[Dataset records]

== Segment start ==

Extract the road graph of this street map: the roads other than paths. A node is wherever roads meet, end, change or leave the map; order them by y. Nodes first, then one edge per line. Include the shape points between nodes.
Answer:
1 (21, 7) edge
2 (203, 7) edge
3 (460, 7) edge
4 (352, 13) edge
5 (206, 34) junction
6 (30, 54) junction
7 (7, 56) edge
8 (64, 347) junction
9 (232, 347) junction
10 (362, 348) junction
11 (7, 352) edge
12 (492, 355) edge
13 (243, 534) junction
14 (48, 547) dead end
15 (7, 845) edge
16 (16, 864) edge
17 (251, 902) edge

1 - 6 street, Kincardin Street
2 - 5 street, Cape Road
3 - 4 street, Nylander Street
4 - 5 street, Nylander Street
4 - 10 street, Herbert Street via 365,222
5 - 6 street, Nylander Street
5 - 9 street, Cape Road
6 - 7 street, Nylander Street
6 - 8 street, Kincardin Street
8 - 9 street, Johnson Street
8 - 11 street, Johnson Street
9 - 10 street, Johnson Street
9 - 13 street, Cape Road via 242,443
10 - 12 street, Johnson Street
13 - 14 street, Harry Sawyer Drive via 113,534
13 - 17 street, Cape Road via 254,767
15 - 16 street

== Segment end ==
== Segment start ==

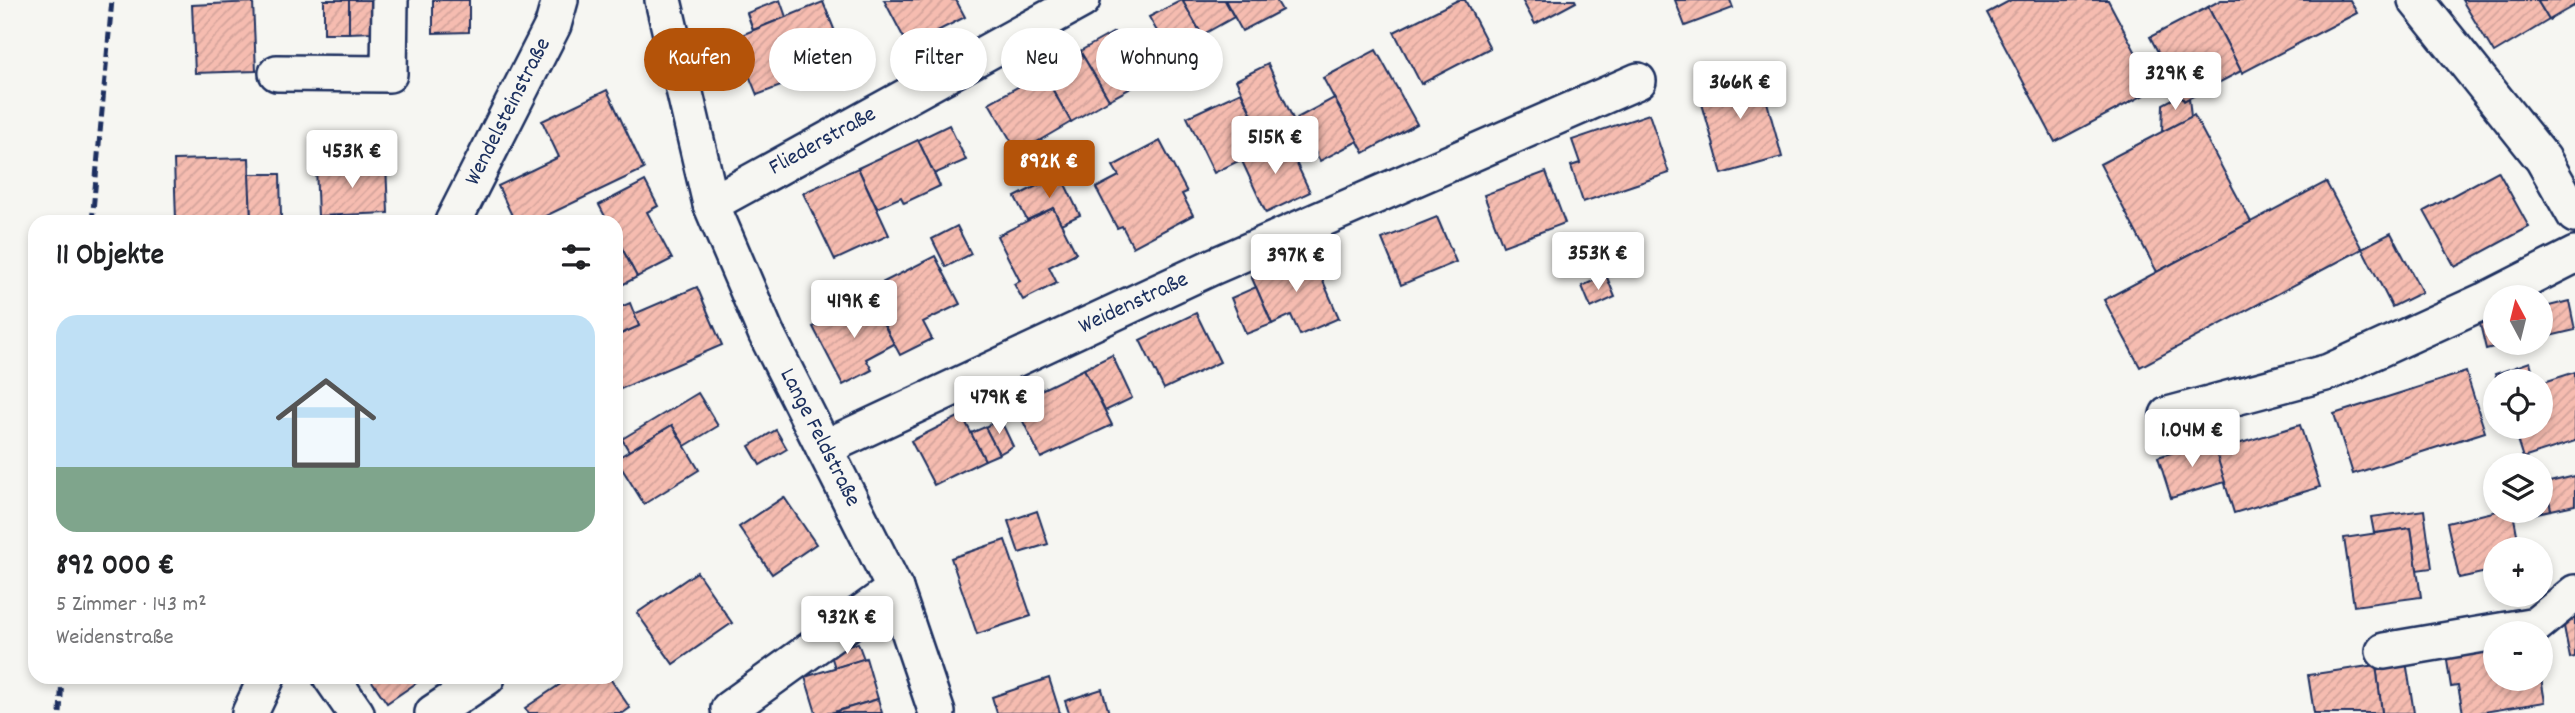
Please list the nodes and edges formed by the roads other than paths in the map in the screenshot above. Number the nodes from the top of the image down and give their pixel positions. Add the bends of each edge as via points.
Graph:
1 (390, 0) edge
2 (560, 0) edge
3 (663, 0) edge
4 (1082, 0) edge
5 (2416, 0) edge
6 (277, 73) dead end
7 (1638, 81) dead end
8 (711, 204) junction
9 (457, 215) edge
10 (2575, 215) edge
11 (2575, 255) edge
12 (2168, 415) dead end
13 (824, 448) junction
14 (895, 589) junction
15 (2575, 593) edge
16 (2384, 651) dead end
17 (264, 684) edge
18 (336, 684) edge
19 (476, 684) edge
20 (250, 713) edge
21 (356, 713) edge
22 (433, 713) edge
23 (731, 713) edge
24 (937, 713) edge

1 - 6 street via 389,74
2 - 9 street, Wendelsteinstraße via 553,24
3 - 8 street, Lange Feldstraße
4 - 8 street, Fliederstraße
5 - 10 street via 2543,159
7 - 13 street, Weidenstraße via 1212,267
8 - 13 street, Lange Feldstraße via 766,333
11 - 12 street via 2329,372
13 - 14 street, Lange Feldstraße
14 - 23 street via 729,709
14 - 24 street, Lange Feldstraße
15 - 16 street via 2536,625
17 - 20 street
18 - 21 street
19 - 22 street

== Segment end ==
== Segment start ==

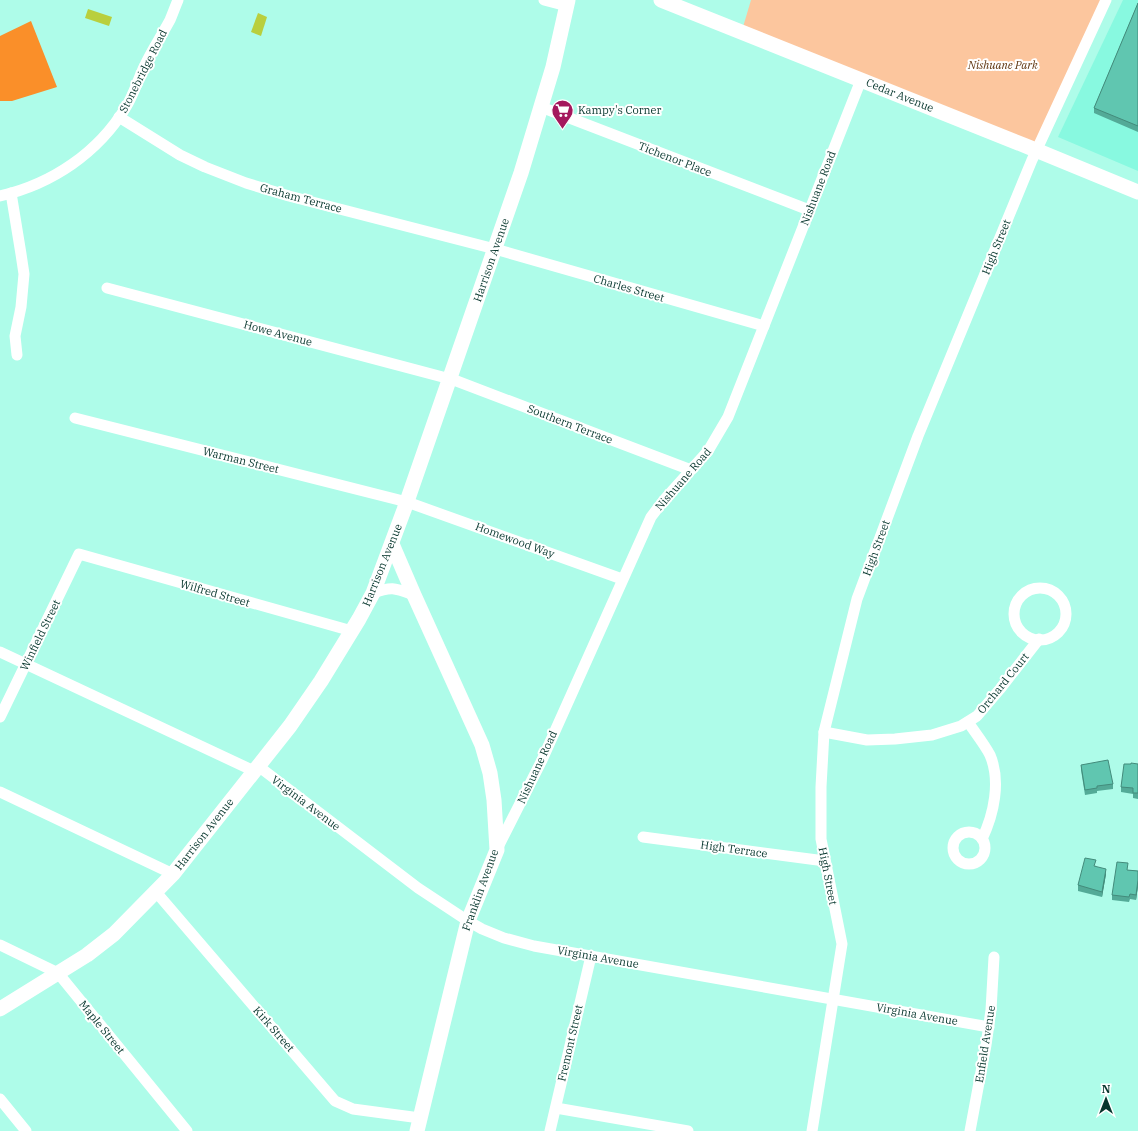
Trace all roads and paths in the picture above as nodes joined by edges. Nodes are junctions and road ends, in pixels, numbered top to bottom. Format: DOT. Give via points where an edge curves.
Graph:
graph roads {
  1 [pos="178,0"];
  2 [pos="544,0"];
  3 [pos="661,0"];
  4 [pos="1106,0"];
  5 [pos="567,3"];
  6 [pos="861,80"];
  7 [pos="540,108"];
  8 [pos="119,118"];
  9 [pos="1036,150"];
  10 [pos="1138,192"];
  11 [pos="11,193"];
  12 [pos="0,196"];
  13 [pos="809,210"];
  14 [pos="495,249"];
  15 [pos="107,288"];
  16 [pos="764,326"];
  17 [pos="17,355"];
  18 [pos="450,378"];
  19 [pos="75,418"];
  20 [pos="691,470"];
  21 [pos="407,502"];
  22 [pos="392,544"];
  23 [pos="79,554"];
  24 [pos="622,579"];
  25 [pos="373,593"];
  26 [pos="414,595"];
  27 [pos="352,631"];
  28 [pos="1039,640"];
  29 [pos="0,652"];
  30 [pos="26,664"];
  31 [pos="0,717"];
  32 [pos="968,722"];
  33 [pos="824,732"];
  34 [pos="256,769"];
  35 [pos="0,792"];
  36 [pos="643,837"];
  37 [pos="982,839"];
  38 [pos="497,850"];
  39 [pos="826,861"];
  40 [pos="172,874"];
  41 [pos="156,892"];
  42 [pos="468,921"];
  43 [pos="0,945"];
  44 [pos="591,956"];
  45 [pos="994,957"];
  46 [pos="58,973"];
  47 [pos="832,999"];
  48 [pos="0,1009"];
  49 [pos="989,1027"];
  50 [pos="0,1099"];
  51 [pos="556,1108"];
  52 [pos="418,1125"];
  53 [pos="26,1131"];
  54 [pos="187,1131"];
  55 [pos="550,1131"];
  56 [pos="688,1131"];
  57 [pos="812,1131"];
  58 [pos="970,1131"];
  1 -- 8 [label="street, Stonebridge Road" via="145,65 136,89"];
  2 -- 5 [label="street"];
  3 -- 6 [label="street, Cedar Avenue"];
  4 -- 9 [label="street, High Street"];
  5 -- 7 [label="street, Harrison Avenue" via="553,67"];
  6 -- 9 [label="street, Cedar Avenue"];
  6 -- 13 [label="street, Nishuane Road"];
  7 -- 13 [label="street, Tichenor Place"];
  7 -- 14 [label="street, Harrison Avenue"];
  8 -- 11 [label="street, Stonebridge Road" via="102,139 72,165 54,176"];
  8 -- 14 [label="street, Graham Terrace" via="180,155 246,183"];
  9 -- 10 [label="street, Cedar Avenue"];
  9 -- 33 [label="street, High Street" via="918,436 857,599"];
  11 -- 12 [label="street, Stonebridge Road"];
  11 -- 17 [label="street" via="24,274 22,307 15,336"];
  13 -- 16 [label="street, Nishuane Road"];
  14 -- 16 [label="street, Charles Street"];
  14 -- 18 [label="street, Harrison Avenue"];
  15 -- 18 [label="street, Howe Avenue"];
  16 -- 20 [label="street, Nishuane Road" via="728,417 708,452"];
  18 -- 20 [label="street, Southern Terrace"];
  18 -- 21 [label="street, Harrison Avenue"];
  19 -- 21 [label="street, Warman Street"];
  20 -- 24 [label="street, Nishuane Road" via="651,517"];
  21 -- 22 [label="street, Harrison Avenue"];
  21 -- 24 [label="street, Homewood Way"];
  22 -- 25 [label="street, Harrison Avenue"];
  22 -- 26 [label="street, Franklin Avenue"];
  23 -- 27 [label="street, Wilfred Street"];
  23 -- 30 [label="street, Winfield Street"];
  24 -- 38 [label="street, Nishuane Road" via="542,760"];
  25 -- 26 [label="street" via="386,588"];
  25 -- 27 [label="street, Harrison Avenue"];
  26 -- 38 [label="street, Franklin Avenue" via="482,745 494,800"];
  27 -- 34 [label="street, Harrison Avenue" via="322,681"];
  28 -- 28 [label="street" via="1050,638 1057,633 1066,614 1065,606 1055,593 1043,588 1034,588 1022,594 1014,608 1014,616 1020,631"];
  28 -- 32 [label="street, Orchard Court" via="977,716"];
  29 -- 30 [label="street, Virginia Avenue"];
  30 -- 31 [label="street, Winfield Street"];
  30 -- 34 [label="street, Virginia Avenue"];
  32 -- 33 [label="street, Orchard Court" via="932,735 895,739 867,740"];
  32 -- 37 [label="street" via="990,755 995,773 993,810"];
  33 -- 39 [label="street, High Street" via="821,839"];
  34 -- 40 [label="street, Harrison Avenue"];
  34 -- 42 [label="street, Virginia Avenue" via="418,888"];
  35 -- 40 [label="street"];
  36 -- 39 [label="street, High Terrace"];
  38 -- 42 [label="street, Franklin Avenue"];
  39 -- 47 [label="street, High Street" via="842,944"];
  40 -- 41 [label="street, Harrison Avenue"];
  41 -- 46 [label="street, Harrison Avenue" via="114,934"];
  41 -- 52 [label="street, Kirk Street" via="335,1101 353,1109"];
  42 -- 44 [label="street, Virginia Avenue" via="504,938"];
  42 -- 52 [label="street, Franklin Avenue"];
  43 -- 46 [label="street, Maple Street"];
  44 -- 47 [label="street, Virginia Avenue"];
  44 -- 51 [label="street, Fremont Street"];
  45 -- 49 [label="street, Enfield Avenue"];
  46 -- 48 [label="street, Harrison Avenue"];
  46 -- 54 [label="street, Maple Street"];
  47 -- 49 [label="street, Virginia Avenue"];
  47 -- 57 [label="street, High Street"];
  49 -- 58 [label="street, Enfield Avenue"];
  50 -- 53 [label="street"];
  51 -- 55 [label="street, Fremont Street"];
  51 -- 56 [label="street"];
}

== Segment end ==

**EXERCISE REQUIREMENTS**
Which lines of the data contain the word "above"? Copy each one.

**RESULT OF THIS EXERCISE**
Please list the nodes and edges formed by the roads other than paths in the map in the screenshot above. Number the nodes from the top of the image down and give their pixel positions. Add the bends of each edge as via points.
Trace all roads and paths in the picture above as nodes joined by edges. Nodes are junctions and road ends, in pixels, numbered top to bottom. Format: DOT. Give via points where an edge curves.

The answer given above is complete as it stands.